Figuratively, who is Sears? What do they represent? Where do we place them in terms of their brand and when do we think of them in terms of a destination? These are brand questions because they reflect back on the personality of the brand.
If a brand can be seen as a human being, then it has attributes, weaknesses, characteristics and personality.
Sears has built its business at the expense of its brand for far too long. It did not define the brand in terms of the changing customer, or if it did, it did not reflect that understanding in their stores, merchandising or locations.
Shoppers have changed but Sears has not. The Blue Team is a strategy, not a tactic, which means Sears is in big trouble. It could be saved (and we have plenty of ideas as to how to do that), but to all appearances, it is a floundering giant.
What Happened To Sears? When we state Sears invested too heavily in the business and were lax about the brand, we know we are open to some intense criticism. But success, when taken for granted (as Sears enjoyed for decades), can cause a company to mistake current success as a given or a sign they are headed for long-term success.
Consider how the Sears business environment has changed over the years and how the customer has changed.
Sears used to have a large segment of the automotive repair business. Today, customers rely more heavily on dealerships for warranty maintenance and, much to the displeasure of auto repair shops, cars have become more reliable. They no longer require tune-ups and they seem to run for 100K miles without a problem. Even an oil change no longer drives the repair business. The Jiffy Lubes of the world have seen to that.
There was a time when families waited in anticipation of thee Sears catalog. It enabled customers in rural areas to also purchase products that Sears offered. In many ways, the Sears catalog was the forerunner to online shopping.
Not Changing With The Consumer Sadly, Sears can’t even claim that any longer. This is just another example of Sears not changing with the times. At one time, they were in the position to own a large part of the current online shopping segment.
Sears also used to be a main source of tires sales. No more. Today, Goodyear, Firestone and discount retailers own that market and use their own retail locations to sell tires. They do it better and cheaper.
There was also a time when many shopped for paint at Sears.

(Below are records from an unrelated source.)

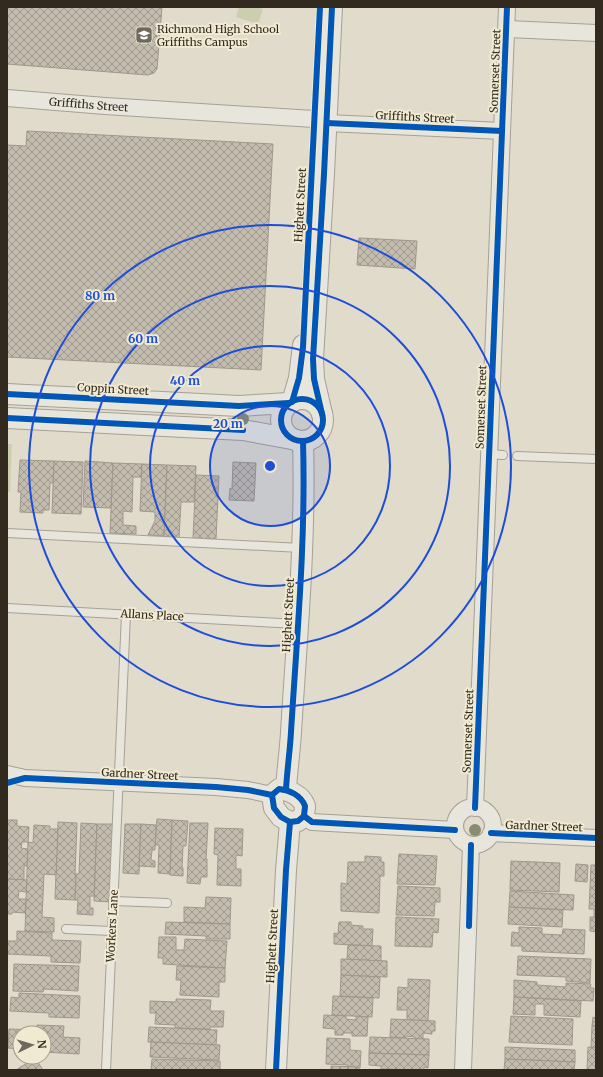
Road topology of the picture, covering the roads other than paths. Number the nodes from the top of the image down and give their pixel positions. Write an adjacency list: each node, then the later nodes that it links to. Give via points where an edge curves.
1 (320, 7): 7 (street, Highett Street)
2 (332, 7): 7 (street, Highett Street)
3 (507, 7): 4 (street, Somerset Street)
4 (507, 29): 5 (street); 8 (street, Somerset Street)
5 (596, 33)
6 (7, 98): 7 (street, Griffiths Street)
7 (320, 121): 8 (street, Griffiths Street); 10 (street, Highett Street, via 299,378); 11 (street, Highett Street, via 313,359 314,379)
8 (502, 132): 26 (street, Somerset Street, via 496,454)
9 (7, 394): 10 (street, Coppin Street, via 239,406)
10 (290, 403): 11 (street, via 300,399 310,400); 13 (street, via 283,411 283,429 289,436)
11 (322, 414): 13 (street, via 323,423 319,432 312,438)
12 (7, 418): 13 (street, via 242,430)
13 (300, 440): 17 (street, Highett Street, via 303,493)
14 (518, 456): 15 (lane)
15 (596, 459)
16 (7, 533): 17 (lane)
17 (301, 548): 20 (street, Highett Street)
18 (7, 608): 19 (lane, Allans Place)
19 (126, 614): 20 (lane, Allans Place); 24 (lane, Workers Lane)
20 (297, 624): 25 (street, Highett Street)
21 (7, 774): 22 (street, Gardner Street)
22 (25, 778): 23 (street, Gardner Street); 24 (street, Gardner Street)
23 (7, 783)
24 (119, 783): 25 (street, Gardner Street); 32 (lane, Workers Lane)
25 (279, 792): 27 (street, via 274,808 281,817)
26 (475, 808): 28 (street, via 460,814); 29 (street, via 481,809 489,816 492,822)
27 (297, 819): 28 (street); 37 (street, Highett Street, via 286,870)
28 (455, 830): 31 (street, via 461,840)
29 (491, 833): 30 (street, Gardner Street); 31 (street, via 488,839 478,845)
30 (596, 838)
31 (472, 845): 38 (street)
32 (114, 901): 33 (lane); 35 (lane, Workers Lane)
33 (167, 903)
34 (66, 929): 35 (lane)
35 (112, 930): 36 (lane, Workers Lane)
36 (106, 1070)
37 (276, 1070)
38 (463, 1070)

No more. Sherwin-Williams or the home improvement big boxes, such as Home Depot or Loews, has taken on that role. Behr has replaced Weatherbeater as the store brand of choice and top of mind recall.
Speaking of Home Depot, the home improvement stores have now become the top-of-mind destination for tools. Craftsman, still a respected brand, is no longer the dominant draw. New and established brand names such as Stanley, Porter Cable, Dewalt and Rigid now have preference. Sears is no longer the hardware destination of choice.
There was a time when Sears owned household appliances. Time was they only sold their own private label brand, Kenmore. Competition forced them to add major brand labels such as Whirlpool and Maytag to their offering, but it was too little too late. Habits and preference had changed and Lowes, Home Depot and the HR Greggs of the world have laid claim to that business as well.
At one time, Sears was even a shop of choice for clothing. Now, they compete for the crumbs on the floor.
Life Magazine Syndrome What you understand when you look at Sears is that they suffered from the LIFE magazine syndrome: the fall of the generalist and the added value of the specialist. Sears was the mall of its day.
In many ways, Kmart, the sister problem to the larger one, suffers from the very same malady. Sears is an outdated model with no current reason to be important.
In fact, most retailers today, Target and Macy’s included, do not really understand their brands in a way that would ensure success in stealing share. Once again, fixing the problem is dependent on the probability of finding the real problem.
Sears has equities to build on. Understanding these values and intensities requires the kind of anthropological brand process we do because it lays bare, not just usage and attitudes, but beliefs and values.
One should never throw out the baby with the bath water but there is a lot of bath water to be chucked when it comes to Sears. Identifying the core brand and the customer it needs to influence, that is the task at hand.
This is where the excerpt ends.